((

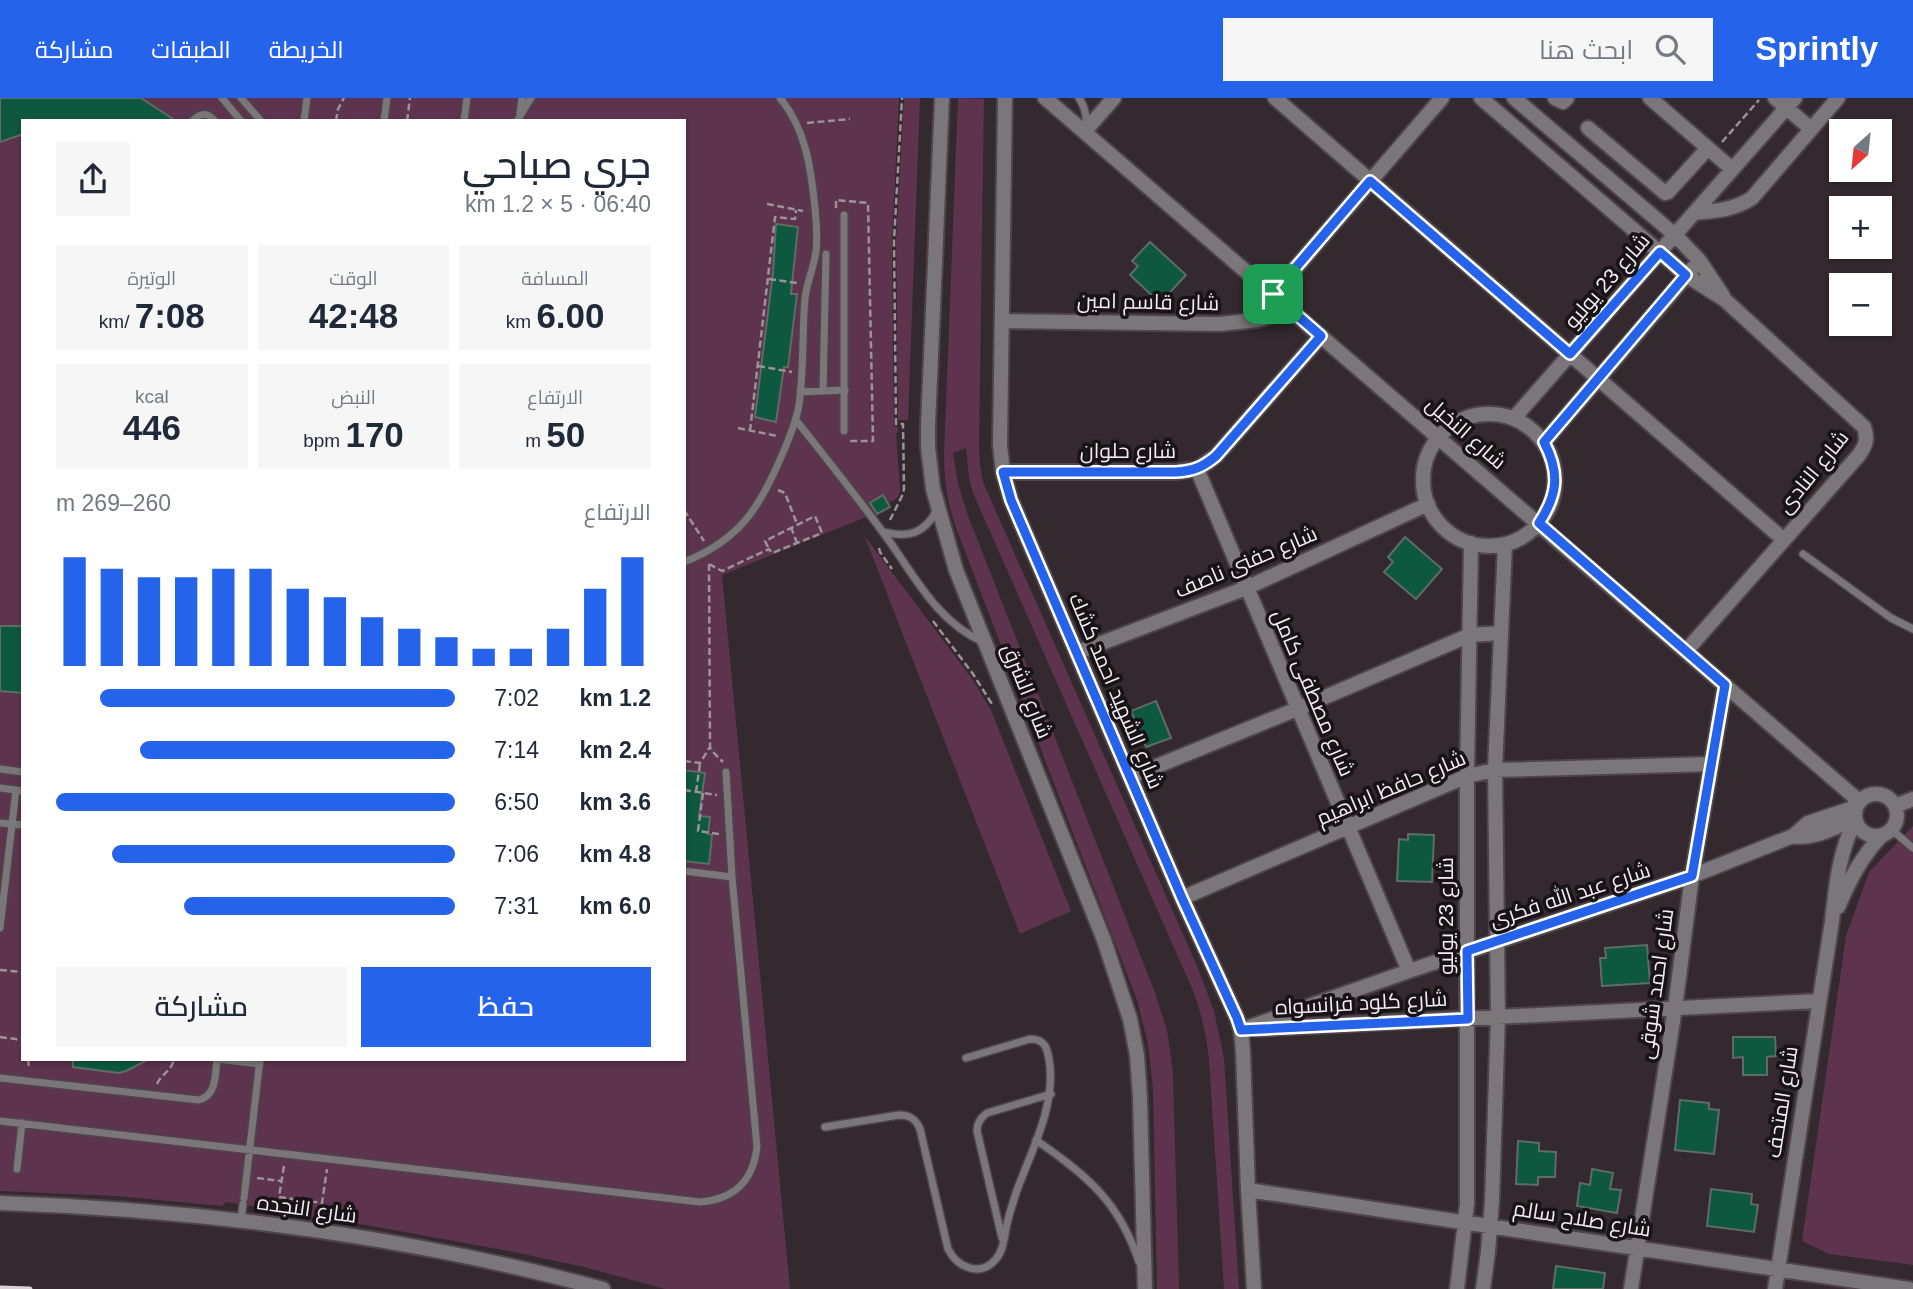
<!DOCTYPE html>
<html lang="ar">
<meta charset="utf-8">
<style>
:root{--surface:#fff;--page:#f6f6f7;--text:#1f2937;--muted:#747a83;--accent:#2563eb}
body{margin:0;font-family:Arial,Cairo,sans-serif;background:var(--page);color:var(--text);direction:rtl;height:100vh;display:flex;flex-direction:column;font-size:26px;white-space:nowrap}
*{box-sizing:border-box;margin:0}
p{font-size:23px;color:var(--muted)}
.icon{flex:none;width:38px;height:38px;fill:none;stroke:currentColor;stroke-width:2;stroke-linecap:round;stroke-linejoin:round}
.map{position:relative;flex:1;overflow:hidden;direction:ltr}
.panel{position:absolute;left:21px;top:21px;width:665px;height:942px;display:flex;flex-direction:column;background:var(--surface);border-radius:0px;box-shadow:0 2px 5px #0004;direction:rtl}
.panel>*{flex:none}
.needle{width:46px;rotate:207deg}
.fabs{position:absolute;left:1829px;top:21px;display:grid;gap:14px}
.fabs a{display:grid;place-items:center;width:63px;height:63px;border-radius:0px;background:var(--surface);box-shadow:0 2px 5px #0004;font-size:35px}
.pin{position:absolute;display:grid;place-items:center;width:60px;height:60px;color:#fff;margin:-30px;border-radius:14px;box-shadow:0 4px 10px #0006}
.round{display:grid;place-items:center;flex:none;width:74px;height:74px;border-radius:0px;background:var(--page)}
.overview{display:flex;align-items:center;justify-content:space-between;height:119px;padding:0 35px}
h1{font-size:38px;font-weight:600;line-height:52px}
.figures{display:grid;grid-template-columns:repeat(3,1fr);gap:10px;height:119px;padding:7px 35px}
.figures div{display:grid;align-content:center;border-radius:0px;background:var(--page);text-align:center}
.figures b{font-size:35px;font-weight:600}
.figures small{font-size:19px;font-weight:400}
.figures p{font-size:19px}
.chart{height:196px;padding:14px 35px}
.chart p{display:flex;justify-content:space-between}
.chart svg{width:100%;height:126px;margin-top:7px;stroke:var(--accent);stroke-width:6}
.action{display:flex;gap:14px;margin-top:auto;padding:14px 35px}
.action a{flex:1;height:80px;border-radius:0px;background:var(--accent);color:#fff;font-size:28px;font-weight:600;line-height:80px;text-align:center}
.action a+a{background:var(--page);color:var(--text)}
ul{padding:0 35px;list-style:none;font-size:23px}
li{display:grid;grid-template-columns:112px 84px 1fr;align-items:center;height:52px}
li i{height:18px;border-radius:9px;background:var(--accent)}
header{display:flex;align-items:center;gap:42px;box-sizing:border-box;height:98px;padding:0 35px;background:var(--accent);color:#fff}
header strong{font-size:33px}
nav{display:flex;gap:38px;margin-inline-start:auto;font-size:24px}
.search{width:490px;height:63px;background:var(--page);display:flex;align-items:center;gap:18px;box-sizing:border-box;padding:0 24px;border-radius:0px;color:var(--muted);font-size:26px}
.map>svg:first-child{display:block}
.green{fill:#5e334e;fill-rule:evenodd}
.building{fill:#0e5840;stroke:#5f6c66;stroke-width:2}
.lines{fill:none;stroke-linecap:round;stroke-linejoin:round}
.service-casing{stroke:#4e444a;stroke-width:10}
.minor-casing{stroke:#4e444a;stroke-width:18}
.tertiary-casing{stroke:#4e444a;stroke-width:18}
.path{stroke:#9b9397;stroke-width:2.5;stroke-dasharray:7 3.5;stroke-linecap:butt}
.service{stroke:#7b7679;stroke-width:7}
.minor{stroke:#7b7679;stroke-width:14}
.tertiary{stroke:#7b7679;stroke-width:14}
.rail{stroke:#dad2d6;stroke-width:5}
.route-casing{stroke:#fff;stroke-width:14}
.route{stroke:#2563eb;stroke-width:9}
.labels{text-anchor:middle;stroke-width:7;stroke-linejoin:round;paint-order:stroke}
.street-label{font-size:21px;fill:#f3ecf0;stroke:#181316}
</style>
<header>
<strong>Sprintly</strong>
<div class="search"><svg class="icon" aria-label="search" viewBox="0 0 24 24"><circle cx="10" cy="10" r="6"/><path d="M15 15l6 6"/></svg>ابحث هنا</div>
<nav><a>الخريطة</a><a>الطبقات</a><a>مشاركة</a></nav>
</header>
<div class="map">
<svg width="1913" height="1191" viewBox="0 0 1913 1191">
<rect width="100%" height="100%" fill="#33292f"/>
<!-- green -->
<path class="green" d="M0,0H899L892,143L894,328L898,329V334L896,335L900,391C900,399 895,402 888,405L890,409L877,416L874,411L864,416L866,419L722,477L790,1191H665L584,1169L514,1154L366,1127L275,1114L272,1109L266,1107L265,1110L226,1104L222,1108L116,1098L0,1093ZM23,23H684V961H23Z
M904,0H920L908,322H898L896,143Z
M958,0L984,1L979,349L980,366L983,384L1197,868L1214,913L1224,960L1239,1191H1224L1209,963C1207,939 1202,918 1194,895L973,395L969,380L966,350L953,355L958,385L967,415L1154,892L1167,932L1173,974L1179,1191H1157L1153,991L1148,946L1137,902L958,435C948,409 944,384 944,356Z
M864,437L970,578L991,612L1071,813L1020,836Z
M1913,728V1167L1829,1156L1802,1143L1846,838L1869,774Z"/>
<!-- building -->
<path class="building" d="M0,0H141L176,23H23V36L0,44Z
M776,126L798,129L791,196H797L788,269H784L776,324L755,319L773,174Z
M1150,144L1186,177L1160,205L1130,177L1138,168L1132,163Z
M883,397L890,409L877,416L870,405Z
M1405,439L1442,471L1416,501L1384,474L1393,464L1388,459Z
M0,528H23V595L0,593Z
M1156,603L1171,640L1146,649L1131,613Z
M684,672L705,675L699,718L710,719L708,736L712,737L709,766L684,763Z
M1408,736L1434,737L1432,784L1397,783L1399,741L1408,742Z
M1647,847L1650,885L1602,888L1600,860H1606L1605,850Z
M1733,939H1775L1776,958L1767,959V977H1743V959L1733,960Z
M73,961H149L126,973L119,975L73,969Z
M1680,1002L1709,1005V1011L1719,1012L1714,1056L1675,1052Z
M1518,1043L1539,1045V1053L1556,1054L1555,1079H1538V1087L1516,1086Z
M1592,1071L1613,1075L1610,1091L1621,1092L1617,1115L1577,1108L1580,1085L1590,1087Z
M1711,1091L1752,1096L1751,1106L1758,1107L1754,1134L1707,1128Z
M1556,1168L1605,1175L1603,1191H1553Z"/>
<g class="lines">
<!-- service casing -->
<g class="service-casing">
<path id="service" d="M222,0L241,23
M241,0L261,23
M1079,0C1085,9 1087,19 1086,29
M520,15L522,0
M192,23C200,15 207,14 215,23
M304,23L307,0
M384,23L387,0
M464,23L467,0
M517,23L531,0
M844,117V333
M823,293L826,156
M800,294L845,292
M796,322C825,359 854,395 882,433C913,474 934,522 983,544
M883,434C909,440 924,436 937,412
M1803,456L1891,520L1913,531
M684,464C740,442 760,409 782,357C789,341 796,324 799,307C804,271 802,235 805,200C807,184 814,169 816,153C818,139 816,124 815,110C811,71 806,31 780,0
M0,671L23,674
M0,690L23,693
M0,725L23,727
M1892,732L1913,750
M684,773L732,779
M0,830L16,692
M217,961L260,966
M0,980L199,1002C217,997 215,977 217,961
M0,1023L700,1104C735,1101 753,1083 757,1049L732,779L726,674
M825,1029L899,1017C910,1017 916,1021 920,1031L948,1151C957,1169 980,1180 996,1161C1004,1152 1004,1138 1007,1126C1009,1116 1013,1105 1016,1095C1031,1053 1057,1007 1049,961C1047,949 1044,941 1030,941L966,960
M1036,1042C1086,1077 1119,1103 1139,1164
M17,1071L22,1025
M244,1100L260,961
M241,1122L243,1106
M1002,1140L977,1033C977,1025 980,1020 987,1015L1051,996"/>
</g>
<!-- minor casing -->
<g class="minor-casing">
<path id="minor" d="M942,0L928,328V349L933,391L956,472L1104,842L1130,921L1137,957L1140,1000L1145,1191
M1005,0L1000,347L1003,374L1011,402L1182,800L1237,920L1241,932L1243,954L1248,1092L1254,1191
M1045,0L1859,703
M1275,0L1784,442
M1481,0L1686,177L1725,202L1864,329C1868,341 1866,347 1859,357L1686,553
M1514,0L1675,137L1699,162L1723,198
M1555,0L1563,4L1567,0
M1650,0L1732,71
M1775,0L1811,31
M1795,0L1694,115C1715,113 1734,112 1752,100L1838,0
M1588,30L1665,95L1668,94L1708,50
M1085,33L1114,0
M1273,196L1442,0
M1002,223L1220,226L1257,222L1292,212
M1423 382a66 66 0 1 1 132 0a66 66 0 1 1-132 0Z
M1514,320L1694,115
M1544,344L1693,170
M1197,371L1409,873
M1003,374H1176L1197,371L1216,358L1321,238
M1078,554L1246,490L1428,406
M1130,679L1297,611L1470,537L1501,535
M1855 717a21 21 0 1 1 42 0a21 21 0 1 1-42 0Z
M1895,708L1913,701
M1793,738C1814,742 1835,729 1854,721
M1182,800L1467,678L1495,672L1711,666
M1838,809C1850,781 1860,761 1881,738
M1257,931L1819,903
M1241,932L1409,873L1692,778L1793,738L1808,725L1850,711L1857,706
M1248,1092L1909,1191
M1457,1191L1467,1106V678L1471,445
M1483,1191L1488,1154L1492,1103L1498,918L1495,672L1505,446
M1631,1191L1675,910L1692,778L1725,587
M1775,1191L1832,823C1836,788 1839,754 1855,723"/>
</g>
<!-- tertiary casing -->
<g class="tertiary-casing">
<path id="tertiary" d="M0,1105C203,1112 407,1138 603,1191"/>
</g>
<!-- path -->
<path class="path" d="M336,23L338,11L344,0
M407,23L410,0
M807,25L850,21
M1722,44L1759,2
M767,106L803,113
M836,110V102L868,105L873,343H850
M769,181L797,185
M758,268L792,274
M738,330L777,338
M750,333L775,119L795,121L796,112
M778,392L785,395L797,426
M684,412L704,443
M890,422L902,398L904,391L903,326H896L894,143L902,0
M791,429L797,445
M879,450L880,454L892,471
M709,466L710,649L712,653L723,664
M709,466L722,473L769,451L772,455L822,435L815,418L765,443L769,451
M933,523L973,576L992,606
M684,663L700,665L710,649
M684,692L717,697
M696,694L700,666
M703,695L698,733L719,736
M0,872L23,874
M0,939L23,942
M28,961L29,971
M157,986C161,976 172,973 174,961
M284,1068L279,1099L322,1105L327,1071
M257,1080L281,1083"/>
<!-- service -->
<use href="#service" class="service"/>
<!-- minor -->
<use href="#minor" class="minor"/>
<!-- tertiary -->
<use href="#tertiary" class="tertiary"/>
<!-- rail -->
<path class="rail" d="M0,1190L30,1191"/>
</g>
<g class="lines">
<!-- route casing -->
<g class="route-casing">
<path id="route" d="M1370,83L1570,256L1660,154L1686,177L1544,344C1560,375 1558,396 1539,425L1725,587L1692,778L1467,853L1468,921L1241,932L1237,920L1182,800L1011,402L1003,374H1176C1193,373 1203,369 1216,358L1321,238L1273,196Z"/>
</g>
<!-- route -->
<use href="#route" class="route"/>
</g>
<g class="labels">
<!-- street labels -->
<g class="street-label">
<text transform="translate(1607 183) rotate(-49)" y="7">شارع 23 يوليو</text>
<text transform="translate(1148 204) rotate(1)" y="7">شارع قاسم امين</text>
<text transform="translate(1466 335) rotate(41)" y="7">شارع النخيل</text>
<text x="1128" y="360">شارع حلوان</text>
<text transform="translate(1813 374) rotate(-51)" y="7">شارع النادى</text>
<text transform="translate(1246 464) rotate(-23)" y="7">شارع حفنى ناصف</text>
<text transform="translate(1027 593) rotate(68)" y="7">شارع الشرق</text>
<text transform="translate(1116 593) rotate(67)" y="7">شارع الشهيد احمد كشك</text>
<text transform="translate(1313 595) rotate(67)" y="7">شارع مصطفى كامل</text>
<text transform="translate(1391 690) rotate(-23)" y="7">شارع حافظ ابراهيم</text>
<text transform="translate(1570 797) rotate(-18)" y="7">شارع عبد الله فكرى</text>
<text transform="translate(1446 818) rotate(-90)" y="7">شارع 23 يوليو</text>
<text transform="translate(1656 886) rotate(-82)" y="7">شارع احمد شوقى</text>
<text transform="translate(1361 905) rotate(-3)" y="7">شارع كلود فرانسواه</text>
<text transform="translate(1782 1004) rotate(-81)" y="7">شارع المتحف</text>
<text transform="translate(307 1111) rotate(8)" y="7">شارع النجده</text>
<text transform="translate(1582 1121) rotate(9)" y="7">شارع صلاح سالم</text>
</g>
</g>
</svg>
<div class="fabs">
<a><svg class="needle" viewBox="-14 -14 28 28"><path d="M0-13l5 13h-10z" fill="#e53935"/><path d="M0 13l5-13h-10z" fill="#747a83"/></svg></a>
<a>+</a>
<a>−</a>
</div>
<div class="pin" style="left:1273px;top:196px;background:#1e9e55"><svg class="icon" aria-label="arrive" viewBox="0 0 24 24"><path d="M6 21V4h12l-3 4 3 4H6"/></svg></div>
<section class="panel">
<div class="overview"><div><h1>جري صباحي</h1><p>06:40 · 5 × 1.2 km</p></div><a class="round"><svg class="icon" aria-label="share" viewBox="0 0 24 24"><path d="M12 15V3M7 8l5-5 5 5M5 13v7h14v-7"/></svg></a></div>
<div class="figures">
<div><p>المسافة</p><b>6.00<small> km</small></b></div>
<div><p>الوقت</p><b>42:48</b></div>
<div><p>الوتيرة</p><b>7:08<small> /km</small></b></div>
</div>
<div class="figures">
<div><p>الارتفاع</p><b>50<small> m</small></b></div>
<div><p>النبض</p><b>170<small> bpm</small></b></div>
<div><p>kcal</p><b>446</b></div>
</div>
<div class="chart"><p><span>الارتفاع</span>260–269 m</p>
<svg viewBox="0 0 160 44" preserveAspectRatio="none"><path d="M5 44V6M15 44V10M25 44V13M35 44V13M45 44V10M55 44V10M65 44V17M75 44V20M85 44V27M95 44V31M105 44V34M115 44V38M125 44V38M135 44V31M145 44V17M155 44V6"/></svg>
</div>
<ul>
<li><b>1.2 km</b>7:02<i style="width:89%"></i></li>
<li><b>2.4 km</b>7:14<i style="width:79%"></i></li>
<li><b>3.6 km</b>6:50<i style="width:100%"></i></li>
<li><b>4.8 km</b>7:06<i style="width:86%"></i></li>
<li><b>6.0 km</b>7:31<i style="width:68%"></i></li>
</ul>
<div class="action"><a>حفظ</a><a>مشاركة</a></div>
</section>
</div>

))

Exercise instructions:
When the string "الارتفاع" appears in a line of the records above, that line is to be copied.

Answer to the problem:
<div><p>الارتفاع</p><b>50<small> m</small></b></div>
<div class="chart"><p><span>الارتفاع</span>260–269 m</p>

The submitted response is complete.